Stored data entries:
--------------------

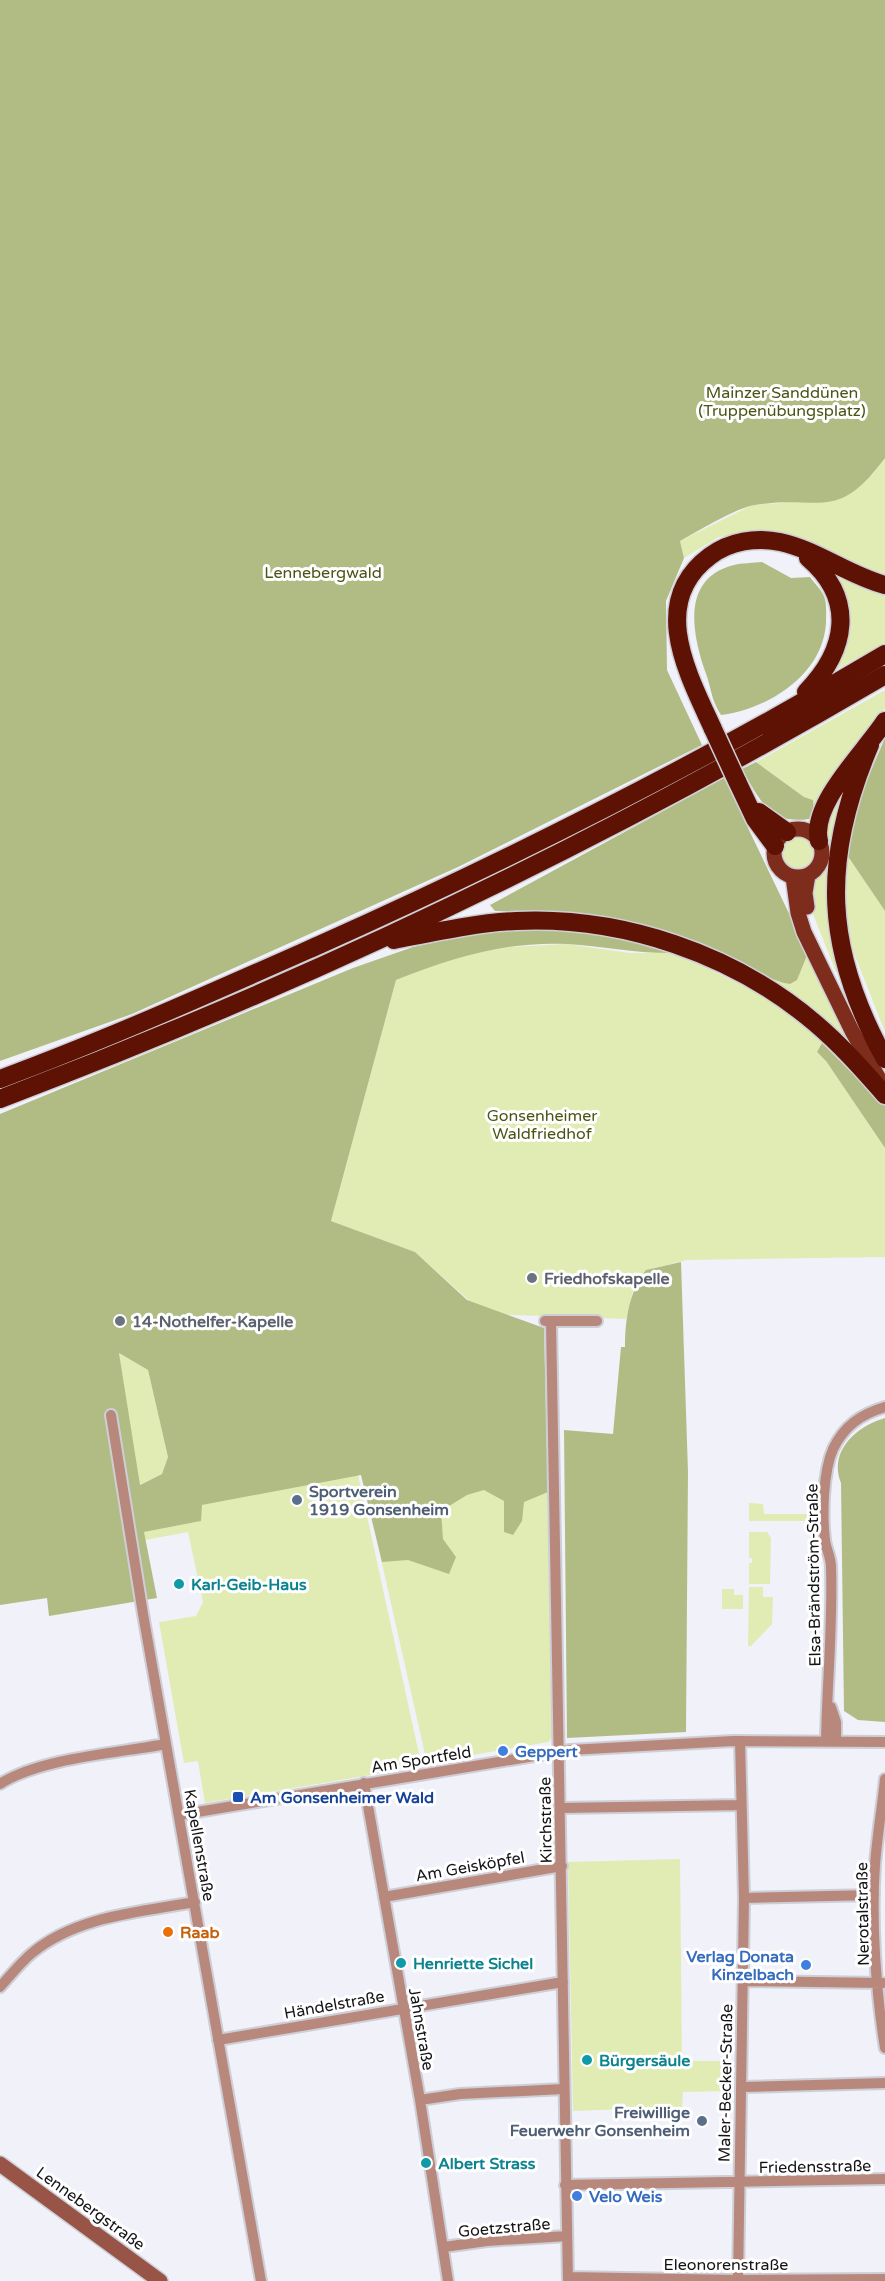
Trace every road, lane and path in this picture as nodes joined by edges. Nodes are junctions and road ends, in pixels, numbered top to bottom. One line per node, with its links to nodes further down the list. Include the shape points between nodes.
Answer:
1 (781, 542): 2 (highway); 5 (highway, via 806,556 825,574 836,594 841,618 828,667); 8 (highway, bridge, via 751,540 717,551 689,577 676,622 678,643 755,819)
2 (885, 585)
3 (885, 654): 5 (highway)
4 (885, 675): 11 (highway, via 620,822)
5 (790, 708): 14 (highway, via 468,878 168,1012)
6 (885, 721): 7 (highway)
7 (870, 745): 9 (highway, via 823,806); 12 (highway, via 842,823 836,901 845,963 857,1000)
8 (781, 839): 9 (main road, via 794,830 808,831); 10 (main road, via 776,862 780,868)
9 (819, 841): 10 (main road, via 819,864)
10 (801, 876): 13 (main road, via 818,945); 15 (main road, via 798,913 804,932)
11 (369, 945): 16 (highway, via 477,924 517,921 597,926 665,942 712,959 782,998 844,1049); 17 (highway, via 170,1032)
12 (885, 1059)
13 (885, 1070)
14 (0, 1079)
15 (885, 1089)
16 (885, 1095)
17 (0, 1099)
18 (597, 1321): 25 (street, Kirchstraße, via 548,1321)
19 (885, 1407): 22 (street, Elsa-Brändström-Straße, via 852,1422 841,1434 828,1464 825,1539 831,1563 829,1699 836,1722)
20 (111, 1415): 24 (street, Kapellenstraße)
21 (740, 1741): 22 (street, Am Sportfeld); 25 (street, Am Sportfeld); 29 (street, Maler-Becker-Straße)
22 (831, 1741): 23 (street, Am Sportfeld)
23 (885, 1742)
24 (166, 1744): 28 (street, via 43,1766); 31 (street, Kapellenstraße)
25 (558, 1751): 27 (street, Am Sportfeld); 30 (street, Kirchstraße)
26 (885, 1779): 33 (street, Nerotalstraße)
27 (364, 1783): 31 (street, Am Sportfeld); 34 (street, Jahnstraße)
28 (0, 1784)
29 (741, 1805): 30 (street); 35 (street, Maler-Becker-Straße)
30 (561, 1808): 32 (street, Kirchstraße)
31 (179, 1815): 36 (street, Kapellenstraße)
32 (561, 1866): 34 (street, Am Geisköpfel); 38 (street, Kirchstraße)
33 (874, 1895): 35 (street); 39 (street, Nerotalstraße)
34 (384, 1897): 41 (street, Jahnstraße)
35 (744, 1898): 37 (street, Maler-Becker-Straße)
36 (195, 1902): 40 (street, via 114,1916 74,1929 33,1953); 42 (street, Kapellenstraße)
37 (742, 1981): 39 (street); 45 (street, Maler-Becker-Straße)
38 (563, 1982): 41 (street, Händelstraße); 46 (street, Kirchstraße)
39 (882, 1983): 43 (street, Nerotalstraße)
40 (0, 1987)
41 (402, 2007): 42 (street, Händelstraße); 47 (street, Jahnstraße)
42 (218, 2040): 57 (street, Kapellenstraße)
43 (885, 2048)
44 (885, 2083): 45 (street)
45 (742, 2088): 50 (street, Maler-Becker-Straße)
46 (564, 2089): 47 (street); 51 (street, Kirchstraße)
47 (420, 2100): 53 (street, Jahnstraße)
48 (0, 2164): 56 (main road, Lennebergstraße)
49 (885, 2179): 50 (street, Friedensstraße)
50 (738, 2183): 51 (street, Friedensstraße); 59 (street, Maler-Becker-Straße)
51 (565, 2185): 52 (street, Kirchstraße)
52 (567, 2236): 53 (street, Goetzstraße); 54 (street, Kirchstraße)
53 (444, 2247): 58 (street, Jahnstraße)
54 (568, 2279): 59 (street, Eleonorenstraße)
55 (885, 2279): 59 (street, Eleonorenstraße)
56 (160, 2281)
57 (261, 2281)
58 (448, 2281)
59 (738, 2281)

--------------------

AIM OF THE EXERCISE :: All of the records need to be reproduced exactly, with each picture omitted.

RESPONSE FOR THIS EXERCISE ::
Trace every road, lane and path in this picture as nodes joined by edges. Nodes are junctions and road ends, in pixels, numbered top to bottom. One line per node, with its links to nodes further down the list. Include the shape points between nodes.
Answer:
1 (781, 542): 2 (highway); 5 (highway, via 806,556 825,574 836,594 841,618 828,667); 8 (highway, bridge, via 751,540 717,551 689,577 676,622 678,643 755,819)
2 (885, 585)
3 (885, 654): 5 (highway)
4 (885, 675): 11 (highway, via 620,822)
5 (790, 708): 14 (highway, via 468,878 168,1012)
6 (885, 721): 7 (highway)
7 (870, 745): 9 (highway, via 823,806); 12 (highway, via 842,823 836,901 845,963 857,1000)
8 (781, 839): 9 (main road, via 794,830 808,831); 10 (main road, via 776,862 780,868)
9 (819, 841): 10 (main road, via 819,864)
10 (801, 876): 13 (main road, via 818,945); 15 (main road, via 798,913 804,932)
11 (369, 945): 16 (highway, via 477,924 517,921 597,926 665,942 712,959 782,998 844,1049); 17 (highway, via 170,1032)
12 (885, 1059)
13 (885, 1070)
14 (0, 1079)
15 (885, 1089)
16 (885, 1095)
17 (0, 1099)
18 (597, 1321): 25 (street, Kirchstraße, via 548,1321)
19 (885, 1407): 22 (street, Elsa-Brändström-Straße, via 852,1422 841,1434 828,1464 825,1539 831,1563 829,1699 836,1722)
20 (111, 1415): 24 (street, Kapellenstraße)
21 (740, 1741): 22 (street, Am Sportfeld); 25 (street, Am Sportfeld); 29 (street, Maler-Becker-Straße)
22 (831, 1741): 23 (street, Am Sportfeld)
23 (885, 1742)
24 (166, 1744): 28 (street, via 43,1766); 31 (street, Kapellenstraße)
25 (558, 1751): 27 (street, Am Sportfeld); 30 (street, Kirchstraße)
26 (885, 1779): 33 (street, Nerotalstraße)
27 (364, 1783): 31 (street, Am Sportfeld); 34 (street, Jahnstraße)
28 (0, 1784)
29 (741, 1805): 30 (street); 35 (street, Maler-Becker-Straße)
30 (561, 1808): 32 (street, Kirchstraße)
31 (179, 1815): 36 (street, Kapellenstraße)
32 (561, 1866): 34 (street, Am Geisköpfel); 38 (street, Kirchstraße)
33 (874, 1895): 35 (street); 39 (street, Nerotalstraße)
34 (384, 1897): 41 (street, Jahnstraße)
35 (744, 1898): 37 (street, Maler-Becker-Straße)
36 (195, 1902): 40 (street, via 114,1916 74,1929 33,1953); 42 (street, Kapellenstraße)
37 (742, 1981): 39 (street); 45 (street, Maler-Becker-Straße)
38 (563, 1982): 41 (street, Händelstraße); 46 (street, Kirchstraße)
39 (882, 1983): 43 (street, Nerotalstraße)
40 (0, 1987)
41 (402, 2007): 42 (street, Händelstraße); 47 (street, Jahnstraße)
42 (218, 2040): 57 (street, Kapellenstraße)
43 (885, 2048)
44 (885, 2083): 45 (street)
45 (742, 2088): 50 (street, Maler-Becker-Straße)
46 (564, 2089): 47 (street); 51 (street, Kirchstraße)
47 (420, 2100): 53 (street, Jahnstraße)
48 (0, 2164): 56 (main road, Lennebergstraße)
49 (885, 2179): 50 (street, Friedensstraße)
50 (738, 2183): 51 (street, Friedensstraße); 59 (street, Maler-Becker-Straße)
51 (565, 2185): 52 (street, Kirchstraße)
52 (567, 2236): 53 (street, Goetzstraße); 54 (street, Kirchstraße)
53 (444, 2247): 58 (street, Jahnstraße)
54 (568, 2279): 59 (street, Eleonorenstraße)
55 (885, 2279): 59 (street, Eleonorenstraße)
56 (160, 2281)
57 (261, 2281)
58 (448, 2281)
59 (738, 2281)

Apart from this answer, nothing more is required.